When at TDC, your TDC locking tool should fit in the position shown down the back of the engine into the flywheel. Look at the flywheel photo, and it will show you what it is fitting into.
Now lets look at what is up the front when everything is pulled off. I've laid everything out here in the order that it's going to go on. When pulling it all apart, be careful. You do not want to drop something down in the head. You may not be able to get it back.
When you put everything on, the tools then go on. These are the early versions so don't take too much notice, but the picture and notes hopefully get across what is happening.
When putting the springs on each side, they have to go on the correct way. They should have front marked on them, but if this is worn off, here are some photos that will help.
This photo has the directions on how to put it together, and then do the timing. It's important to put things on in the correct order, and when doing the timing, do it in the correct order. Otherwise it won't work. If you understand what is going on, it should be pretty obvious that it's not working when you do it wrong.
The bentley manual talks about initially torquing the torx bolts to 5nm, and then turning back ½ a turn.
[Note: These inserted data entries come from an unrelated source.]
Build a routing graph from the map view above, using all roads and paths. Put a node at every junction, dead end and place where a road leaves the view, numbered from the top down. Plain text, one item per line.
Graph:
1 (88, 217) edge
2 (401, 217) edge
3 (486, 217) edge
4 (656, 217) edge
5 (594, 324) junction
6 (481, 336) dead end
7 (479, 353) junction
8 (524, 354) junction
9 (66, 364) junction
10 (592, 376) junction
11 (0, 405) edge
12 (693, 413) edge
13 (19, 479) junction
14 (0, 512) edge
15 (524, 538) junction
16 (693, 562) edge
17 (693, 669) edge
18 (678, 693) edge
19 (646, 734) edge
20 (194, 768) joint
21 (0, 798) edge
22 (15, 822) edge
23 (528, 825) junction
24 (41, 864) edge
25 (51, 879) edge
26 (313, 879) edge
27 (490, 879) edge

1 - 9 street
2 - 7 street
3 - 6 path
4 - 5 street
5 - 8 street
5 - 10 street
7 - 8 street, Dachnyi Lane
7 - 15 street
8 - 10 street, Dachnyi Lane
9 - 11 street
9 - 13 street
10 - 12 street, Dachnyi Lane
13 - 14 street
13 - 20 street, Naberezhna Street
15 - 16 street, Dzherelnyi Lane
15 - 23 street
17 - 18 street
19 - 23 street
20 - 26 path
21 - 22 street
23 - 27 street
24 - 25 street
This has the torx nuts quite loose. Initially applying 5nm sets everything against each other correctly, but backing them off then allows them to be loose so they can be rotated to the correct position later on. The manual also talks about compressing the springs and then putting on the nuts prior to pushing on the front tool. The problem with this is that the amount of force that is required to push the shafts into the correct position when you put on the front tool is huge. Just have the smallest bit of spring pressure applied. If you have it correct, you won't be able to easily pull or push each splined shaft, but when you put on the front tool, they should be pushed in easily enough as you tighten it to the head. Make sure you have lots of oil applied to the splined shafts. I found this made a lot of difference to how hard it was to push the shafts in with the front tool. Once everything has been tightened (torx bolts 20nm, nuts 10nm), remove the rear tool and flywheel locking tool. Turn the crankshaft over twice so it gets back to TDC, with the camshafts at TDC. Put the flywheel locking tool back in, and then place back on the rear tool. The exhaust side of the rear tool should be perfectly flush with the head. The intake side should be perfectly flush, but is able to have a gap of up to 1mm on the far right hand side.
Some extra photos of the secondary chain tensioner and guide.
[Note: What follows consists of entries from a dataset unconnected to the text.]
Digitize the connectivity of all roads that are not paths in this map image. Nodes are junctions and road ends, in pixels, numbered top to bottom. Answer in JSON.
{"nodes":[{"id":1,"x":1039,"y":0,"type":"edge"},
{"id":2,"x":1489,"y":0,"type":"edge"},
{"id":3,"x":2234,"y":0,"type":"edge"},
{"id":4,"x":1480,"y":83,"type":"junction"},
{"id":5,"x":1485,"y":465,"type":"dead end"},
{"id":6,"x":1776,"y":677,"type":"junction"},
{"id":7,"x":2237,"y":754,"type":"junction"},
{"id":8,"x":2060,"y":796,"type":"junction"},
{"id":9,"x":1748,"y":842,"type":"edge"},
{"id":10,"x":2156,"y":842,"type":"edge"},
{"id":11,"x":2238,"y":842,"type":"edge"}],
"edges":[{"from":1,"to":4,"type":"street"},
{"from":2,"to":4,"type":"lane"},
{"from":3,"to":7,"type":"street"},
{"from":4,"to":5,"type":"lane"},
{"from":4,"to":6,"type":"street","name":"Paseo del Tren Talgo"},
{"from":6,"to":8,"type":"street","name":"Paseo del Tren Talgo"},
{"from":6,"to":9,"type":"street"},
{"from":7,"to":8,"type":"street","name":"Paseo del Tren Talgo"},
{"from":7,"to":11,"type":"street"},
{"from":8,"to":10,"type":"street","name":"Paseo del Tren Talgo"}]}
Finally, I read on a forum somewhere that someone had allowed their secondary chain tensioner to spring apart, and then couldn't get it back together again. I don't know why this would happen. Here are some photos of it pulled apart. It's very simple to put it back together. Like the main chain tensioner, it also is filled with engine oil pressure, so additional pressure on top of the spring is applied when the engine is running.